[Input records]:
◆ ◆ ◆ ◆

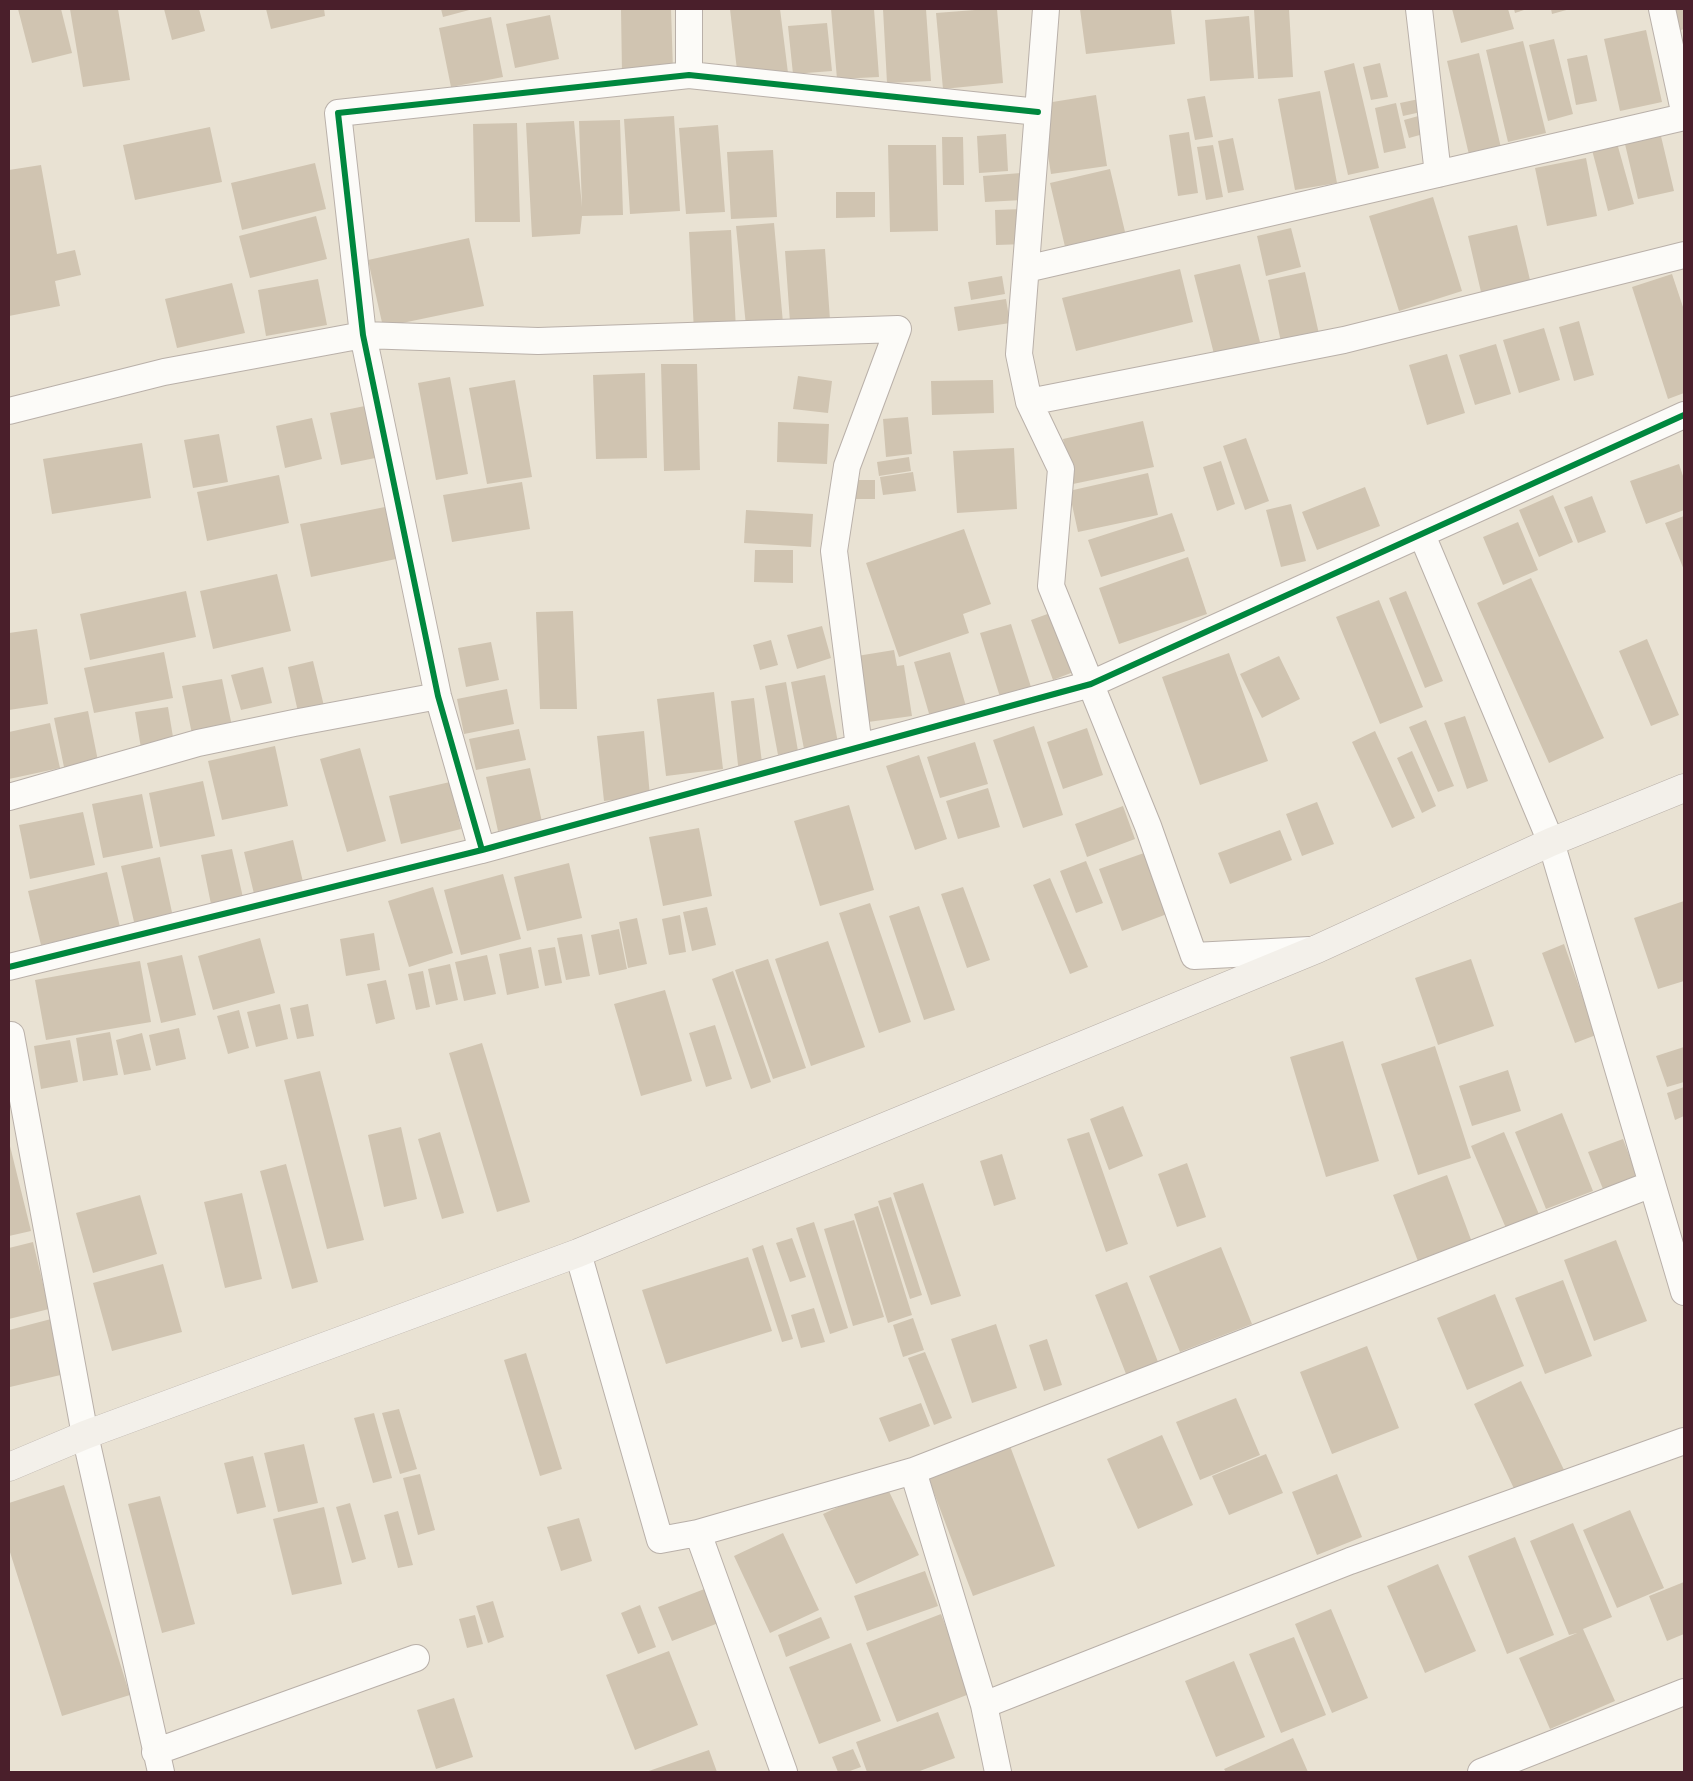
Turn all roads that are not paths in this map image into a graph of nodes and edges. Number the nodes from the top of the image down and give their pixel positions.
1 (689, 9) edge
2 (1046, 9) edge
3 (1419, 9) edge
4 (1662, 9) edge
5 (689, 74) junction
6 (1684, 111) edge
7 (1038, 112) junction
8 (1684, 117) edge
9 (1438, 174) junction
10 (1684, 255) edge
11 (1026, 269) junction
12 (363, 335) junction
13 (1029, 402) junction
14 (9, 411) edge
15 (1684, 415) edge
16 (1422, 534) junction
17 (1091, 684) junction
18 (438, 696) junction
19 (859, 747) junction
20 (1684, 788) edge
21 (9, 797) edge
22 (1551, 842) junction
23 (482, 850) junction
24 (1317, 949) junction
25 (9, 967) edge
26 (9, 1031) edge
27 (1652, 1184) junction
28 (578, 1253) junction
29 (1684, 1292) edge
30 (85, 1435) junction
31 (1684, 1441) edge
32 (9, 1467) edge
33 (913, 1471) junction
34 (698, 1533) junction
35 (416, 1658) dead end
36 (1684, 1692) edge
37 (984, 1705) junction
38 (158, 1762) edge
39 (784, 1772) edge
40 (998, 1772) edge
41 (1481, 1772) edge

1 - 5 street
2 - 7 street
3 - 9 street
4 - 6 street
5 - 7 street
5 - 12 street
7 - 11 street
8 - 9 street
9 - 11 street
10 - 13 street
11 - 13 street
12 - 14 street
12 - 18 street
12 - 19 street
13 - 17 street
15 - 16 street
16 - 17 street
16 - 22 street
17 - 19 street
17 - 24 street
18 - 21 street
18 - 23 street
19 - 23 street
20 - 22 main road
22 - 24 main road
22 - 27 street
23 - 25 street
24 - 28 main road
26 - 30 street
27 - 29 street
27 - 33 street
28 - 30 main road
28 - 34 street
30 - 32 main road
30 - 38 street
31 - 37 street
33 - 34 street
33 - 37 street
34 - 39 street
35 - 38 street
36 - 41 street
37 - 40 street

◆ ◆ ◆ ◆

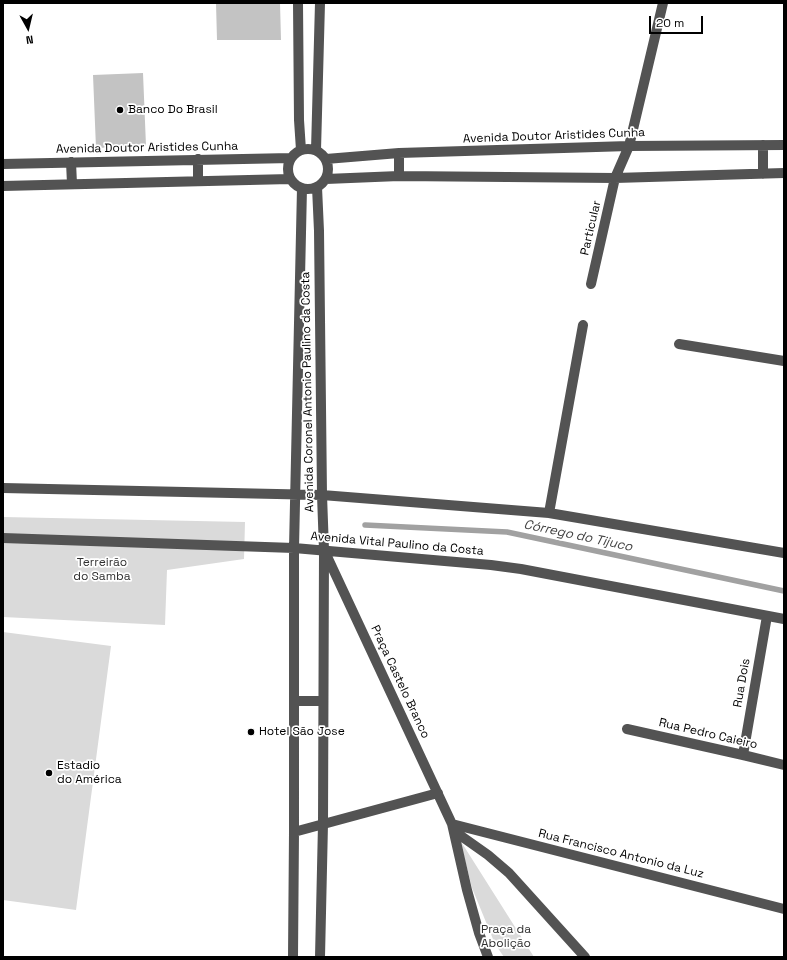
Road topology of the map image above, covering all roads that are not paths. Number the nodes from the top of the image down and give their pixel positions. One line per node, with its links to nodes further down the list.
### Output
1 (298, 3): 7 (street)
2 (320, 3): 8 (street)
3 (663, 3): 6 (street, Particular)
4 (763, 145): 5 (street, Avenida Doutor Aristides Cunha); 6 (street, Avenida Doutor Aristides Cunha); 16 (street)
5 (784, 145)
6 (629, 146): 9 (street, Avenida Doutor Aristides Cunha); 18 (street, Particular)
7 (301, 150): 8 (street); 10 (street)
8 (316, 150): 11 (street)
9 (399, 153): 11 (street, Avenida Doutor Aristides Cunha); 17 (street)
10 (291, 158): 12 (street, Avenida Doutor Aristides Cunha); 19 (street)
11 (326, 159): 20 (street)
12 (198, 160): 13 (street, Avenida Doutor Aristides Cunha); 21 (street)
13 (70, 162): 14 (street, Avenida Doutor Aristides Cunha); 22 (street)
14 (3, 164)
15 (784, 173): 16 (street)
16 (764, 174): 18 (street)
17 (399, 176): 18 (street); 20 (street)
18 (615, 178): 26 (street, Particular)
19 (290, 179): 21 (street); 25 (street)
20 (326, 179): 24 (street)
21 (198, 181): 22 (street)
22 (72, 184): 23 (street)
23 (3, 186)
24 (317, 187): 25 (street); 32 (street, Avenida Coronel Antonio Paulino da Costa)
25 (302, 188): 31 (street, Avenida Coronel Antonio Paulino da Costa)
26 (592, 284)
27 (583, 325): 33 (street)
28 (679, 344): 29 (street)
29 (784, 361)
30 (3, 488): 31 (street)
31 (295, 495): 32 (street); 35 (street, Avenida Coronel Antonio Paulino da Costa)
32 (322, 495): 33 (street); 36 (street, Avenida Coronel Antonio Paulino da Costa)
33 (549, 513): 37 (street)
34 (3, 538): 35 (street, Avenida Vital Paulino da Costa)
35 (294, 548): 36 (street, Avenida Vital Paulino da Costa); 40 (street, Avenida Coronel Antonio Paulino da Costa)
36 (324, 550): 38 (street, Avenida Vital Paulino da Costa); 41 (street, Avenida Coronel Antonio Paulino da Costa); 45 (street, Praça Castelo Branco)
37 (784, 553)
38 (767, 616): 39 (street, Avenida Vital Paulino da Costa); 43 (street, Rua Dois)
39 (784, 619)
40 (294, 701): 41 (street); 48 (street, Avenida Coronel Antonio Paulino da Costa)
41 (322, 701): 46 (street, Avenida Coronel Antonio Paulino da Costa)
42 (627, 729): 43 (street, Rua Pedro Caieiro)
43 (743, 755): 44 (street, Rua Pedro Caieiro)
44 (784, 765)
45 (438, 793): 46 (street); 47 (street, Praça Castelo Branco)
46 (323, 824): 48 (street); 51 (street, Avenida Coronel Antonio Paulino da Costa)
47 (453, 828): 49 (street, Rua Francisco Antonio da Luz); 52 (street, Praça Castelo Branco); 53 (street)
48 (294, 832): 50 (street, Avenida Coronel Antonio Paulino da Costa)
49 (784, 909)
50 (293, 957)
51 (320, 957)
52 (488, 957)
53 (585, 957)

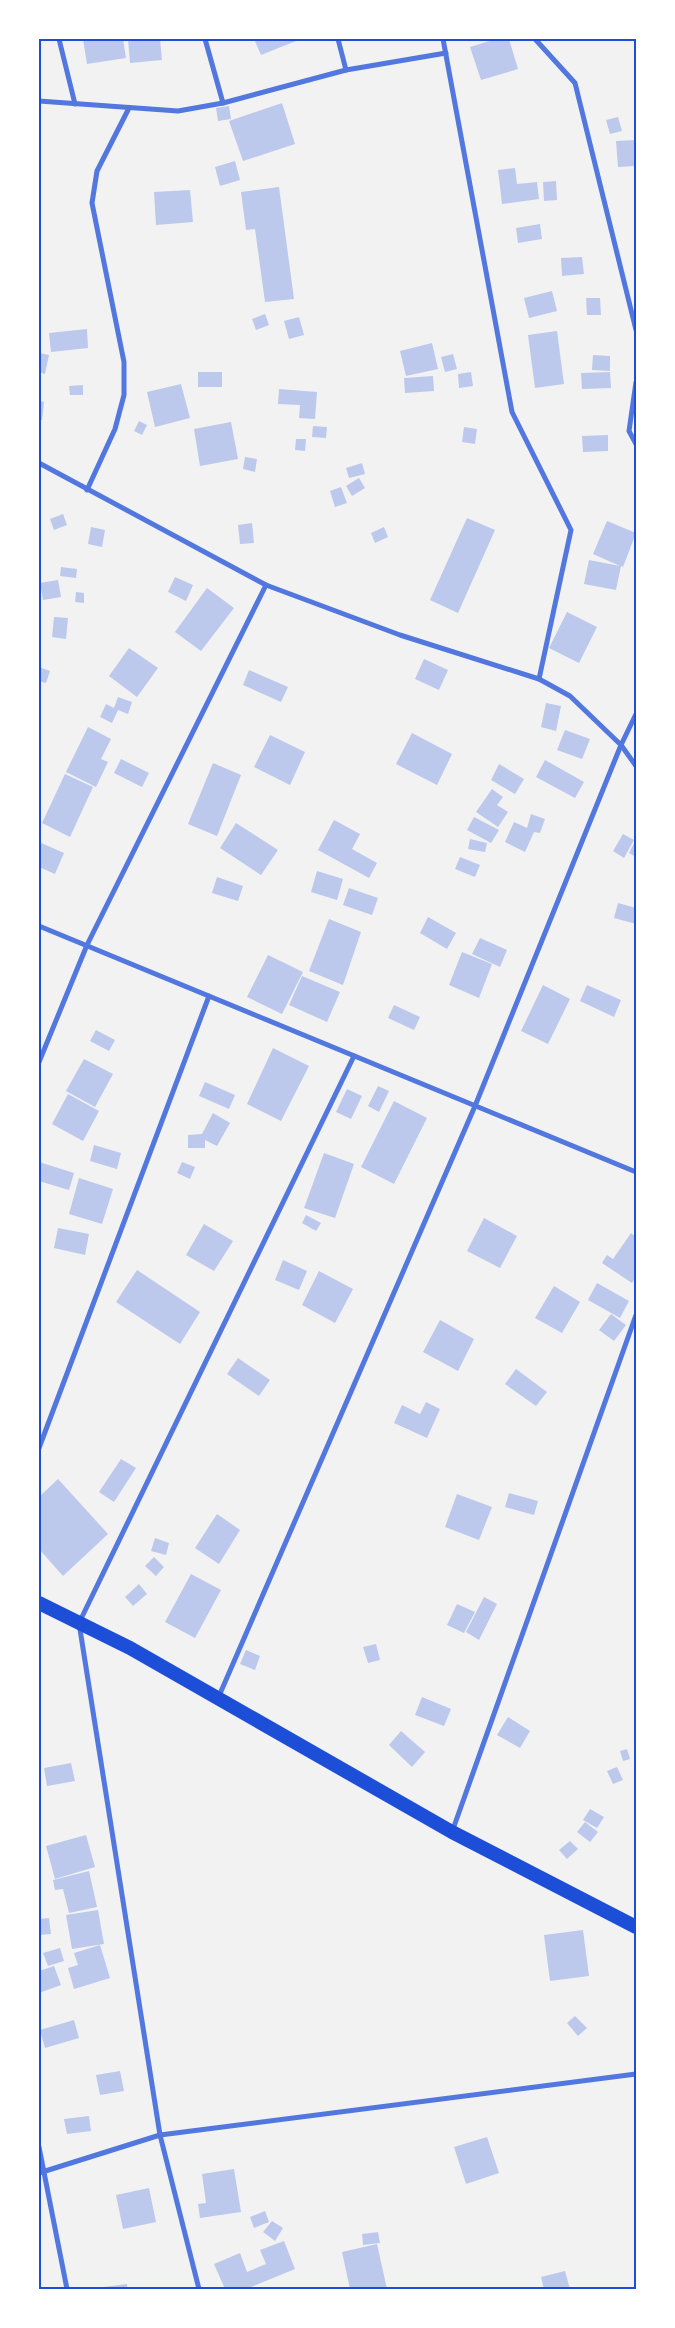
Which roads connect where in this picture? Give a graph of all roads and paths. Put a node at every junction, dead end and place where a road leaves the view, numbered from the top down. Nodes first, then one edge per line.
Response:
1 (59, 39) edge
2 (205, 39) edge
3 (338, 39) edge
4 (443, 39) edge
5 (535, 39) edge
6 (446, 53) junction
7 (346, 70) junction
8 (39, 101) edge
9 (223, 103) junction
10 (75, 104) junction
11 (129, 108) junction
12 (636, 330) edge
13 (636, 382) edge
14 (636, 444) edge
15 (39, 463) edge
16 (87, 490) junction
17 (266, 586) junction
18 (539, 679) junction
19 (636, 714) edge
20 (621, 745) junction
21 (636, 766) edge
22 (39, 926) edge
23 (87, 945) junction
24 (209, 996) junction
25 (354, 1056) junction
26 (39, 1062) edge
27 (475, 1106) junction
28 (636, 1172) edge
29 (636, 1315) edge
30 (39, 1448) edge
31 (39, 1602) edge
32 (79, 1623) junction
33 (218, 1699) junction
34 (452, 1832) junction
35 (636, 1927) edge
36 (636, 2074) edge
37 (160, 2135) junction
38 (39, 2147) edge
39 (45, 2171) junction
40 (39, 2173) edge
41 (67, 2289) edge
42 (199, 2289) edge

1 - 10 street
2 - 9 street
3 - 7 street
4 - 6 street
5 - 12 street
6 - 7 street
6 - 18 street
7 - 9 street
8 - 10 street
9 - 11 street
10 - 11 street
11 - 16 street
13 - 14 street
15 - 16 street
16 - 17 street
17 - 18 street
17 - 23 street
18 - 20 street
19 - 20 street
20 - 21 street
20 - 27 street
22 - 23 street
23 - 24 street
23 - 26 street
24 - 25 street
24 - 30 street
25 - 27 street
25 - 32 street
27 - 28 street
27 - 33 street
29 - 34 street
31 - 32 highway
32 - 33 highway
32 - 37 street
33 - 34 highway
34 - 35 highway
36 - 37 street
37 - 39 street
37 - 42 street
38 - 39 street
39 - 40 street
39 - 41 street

◆ ◆ ◆ ◆

For the records above, count the lines holding the word "Paulino" and give only that number.

12